I do it because it is fun and fulfilling. Money is a secondary consideration. Most of the photographers doing this kind of photography do it as a hobby and want to make enough money to pay for their gear and studio.

The problem with art is that once you start doing it for the money you lose a lot of the joy of it. It goes from being something you want to do to something you have to do. Maintaining joy under those conditions is hard. Some do, but most don’t.

Challenges Of The Marketplace

There are people who make money doing art and still enjoy it. I think the key is to not create art for the money, but rather let money come to the art.

There are a number of challenges with this.

First, money rarely just finds you. Instead you have to sell yourself to it let it know where you are. Most artists have a hate/hate relationship with sales and marketing, so when they have to do it all the joy is sucked out of the process. Plus you feel time spent marketing is time you could be spent doing what you love, creating.

My only advice is to look on marketing as a creative endeavor. One of the things we do in art is communicate and create feelings. Those are the same thing we do in marketing. Think about it.

Second, artists don’t always want to create what the audience wants. They want to create what they want to create and hope it finds an audience. When it doesn’t we either feel we suck, or people suck. Neither is conductive to a positive mental health or making money.

You can’t hate the people who can buy your work.

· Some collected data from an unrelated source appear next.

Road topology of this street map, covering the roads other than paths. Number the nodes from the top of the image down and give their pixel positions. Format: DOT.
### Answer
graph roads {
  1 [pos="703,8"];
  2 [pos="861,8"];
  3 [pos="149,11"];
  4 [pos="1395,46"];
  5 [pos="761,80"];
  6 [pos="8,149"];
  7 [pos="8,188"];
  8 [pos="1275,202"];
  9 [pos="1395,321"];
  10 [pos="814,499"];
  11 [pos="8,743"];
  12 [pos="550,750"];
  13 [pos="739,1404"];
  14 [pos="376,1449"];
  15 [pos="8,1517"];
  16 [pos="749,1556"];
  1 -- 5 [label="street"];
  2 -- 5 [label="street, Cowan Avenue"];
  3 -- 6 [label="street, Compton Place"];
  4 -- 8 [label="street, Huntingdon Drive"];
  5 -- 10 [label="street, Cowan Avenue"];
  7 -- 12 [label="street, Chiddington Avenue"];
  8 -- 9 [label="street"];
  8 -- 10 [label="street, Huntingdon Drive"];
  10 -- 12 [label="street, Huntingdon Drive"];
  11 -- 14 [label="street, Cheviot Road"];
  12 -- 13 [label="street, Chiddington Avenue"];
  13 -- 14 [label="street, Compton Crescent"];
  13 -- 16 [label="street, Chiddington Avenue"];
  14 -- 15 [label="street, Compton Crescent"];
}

Artists find a way to express themselves. To create we constantly have to be doing something new and different. When we become a commodity – like photographing a wedding – we are asked for the same thing over and over. But an artist can do that and find a new way to look at the same thing. It takes a really great artist, someone with a powerful grasp of their art, to let us see something old in a new way. I’ve seen wedding photography that made me go “Wow, if I could shoot a wedding like that, I’d shoot weddings.”

If you have to do it for the money, look for new ways to express yourself every time and in everything.